The blog post How-to: Run a Simple Apache Spark App in CDH 5 provides a tutorial on writing, compiling and running a Spark application. Taking that article as a starting point, do the following to run Crunch with Spark.
  1. Add both the crunch-core and crunch-spark dependencies to your Maven project, along with the other dependencies shown in the blog post.
  2. Use the SparkPipeline (org.apache.crunch.impl.spark.SparkPipeline) where you would have used the MRPipeline instance in the declaration of your Crunch pipeline. The SparkPipeline will need either a String that contains the connection string for the Spark master (local for local mode, yarn-client for YARN) or an actual JavaSparkContext instance.

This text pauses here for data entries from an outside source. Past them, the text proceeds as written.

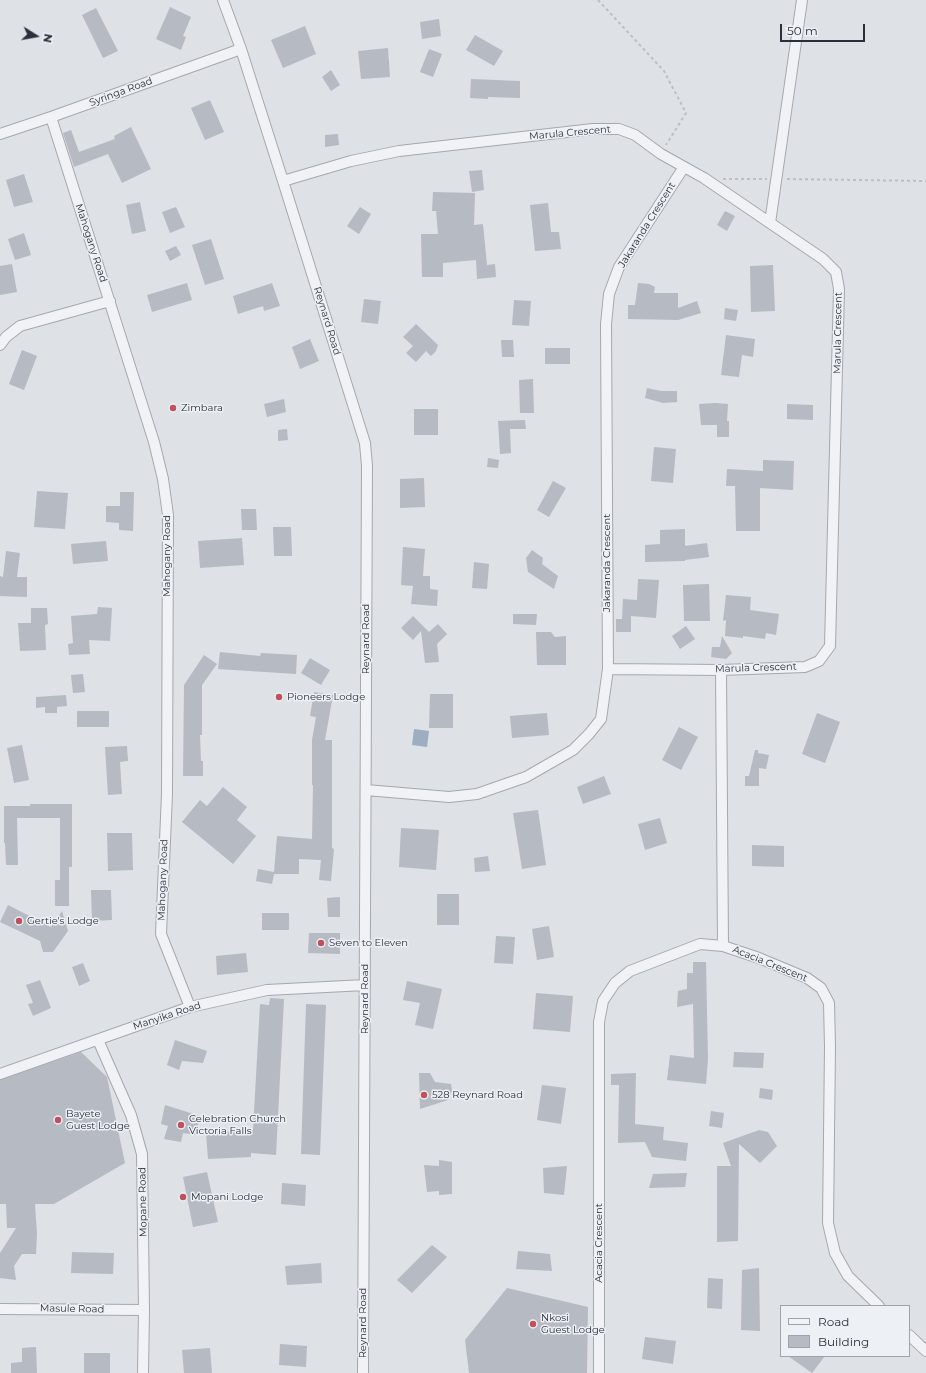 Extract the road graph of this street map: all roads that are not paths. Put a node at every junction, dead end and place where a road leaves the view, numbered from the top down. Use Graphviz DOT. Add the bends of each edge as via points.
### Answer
graph roads {
  1 [pos="223,0"];
  2 [pos="802,0"];
  3 [pos="241,50"];
  4 [pos="51,117"];
  5 [pos="0,134"];
  6 [pos="684,167"];
  7 [pos="283,181"];
  8 [pos="770,223"];
  9 [pos="110,302"];
  10 [pos="0,345"];
  11 [pos="608,669"];
  12 [pos="721,670"];
  13 [pos="366,790"];
  14 [pos="723,946"];
  15 [pos="365,985"];
  16 [pos="190,1007"];
  17 [pos="98,1040"];
  18 [pos="0,1074"];
  19 [pos="878,1305"];
  20 [pos="0,1309"];
  21 [pos="144,1310"];
  22 [pos="910,1336"];
  23 [pos="926,1351"];
  24 [pos="143,1373"];
  25 [pos="363,1373"];
  26 [pos="599,1373"];
  1 -- 3 [label="street, Reynard Road"];
  2 -- 8 [label="street"];
  3 -- 4 [label="street, Syringa Road"];
  3 -- 7 [label="street, Reynard Road"];
  4 -- 5 [label="street, Syringa Road"];
  4 -- 9 [label="street, Mahogany Road"];
  6 -- 7 [label="street, Marula Crescent" via="660,154 635,135 619,129 593,129 399,151 351,161"];
  6 -- 8 [label="street, Marula Crescent"];
  6 -- 11 [label="street, Jakaranda Crescent" via="619,267 609,294 606,324"];
  7 -- 13 [label="street, Reynard Road" via="364,443 367,466"];
  8 -- 12 [label="street, Marula Crescent" via="823,259 836,272 839,289 830,646 819,661 805,667"];
  9 -- 10 [label="street" via="20,326"];
  9 -- 16 [label="street, Mahogany Road" via="164,479 168,515 167,794 162,934"];
  11 -- 12 [label="street, Marula Crescent"];
  11 -- 13 [label="street, Jakaranda Crescent" via="600,719 589,734 573,750 526,776 477,794 449,797"];
  12 -- 14 [label="street"];
  13 -- 15 [label="street, Reynard Road"];
  14 -- 19 [label="street, Acacia Crescent" via="807,978 821,988 829,1003 828,1223 836,1253 848,1276"];
  14 -- 26 [label="street, Acacia Crescent" via="700,944 630,971 615,983 603,1001 599,1022"];
  15 -- 16 [label="street, Manyika Road" via="267,990"];
  15 -- 25 [label="street, Reynard Road"];
  16 -- 17 [label="street, Manyika Road"];
  17 -- 18 [label="street, Manyika Road"];
  17 -- 21 [label="street, Mopane Road" via="131,1115 142,1154"];
  20 -- 21 [label="street, Masule Road"];
  21 -- 24 [label="street, Mopane Road"];
  22 -- 23 [label="street"];
}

  3. Update the SPARK_SUBMIT_CLASSPATH:
    export SPARK_SUBMIT_CLASSPATH=./commons-codec-1.4.jar:$SPARK_HOME/assembly/lib/*:./myapp-jar-with-dependencies.jar
      Important:

    The commons-codec-1.4 dependency must come before the SPARK_HOME dependencies.

  4. Now you can start the pipeline using your Crunch app jar-with-dependencies file using the spark-submit script, just as you would for a regular Spark pipeline.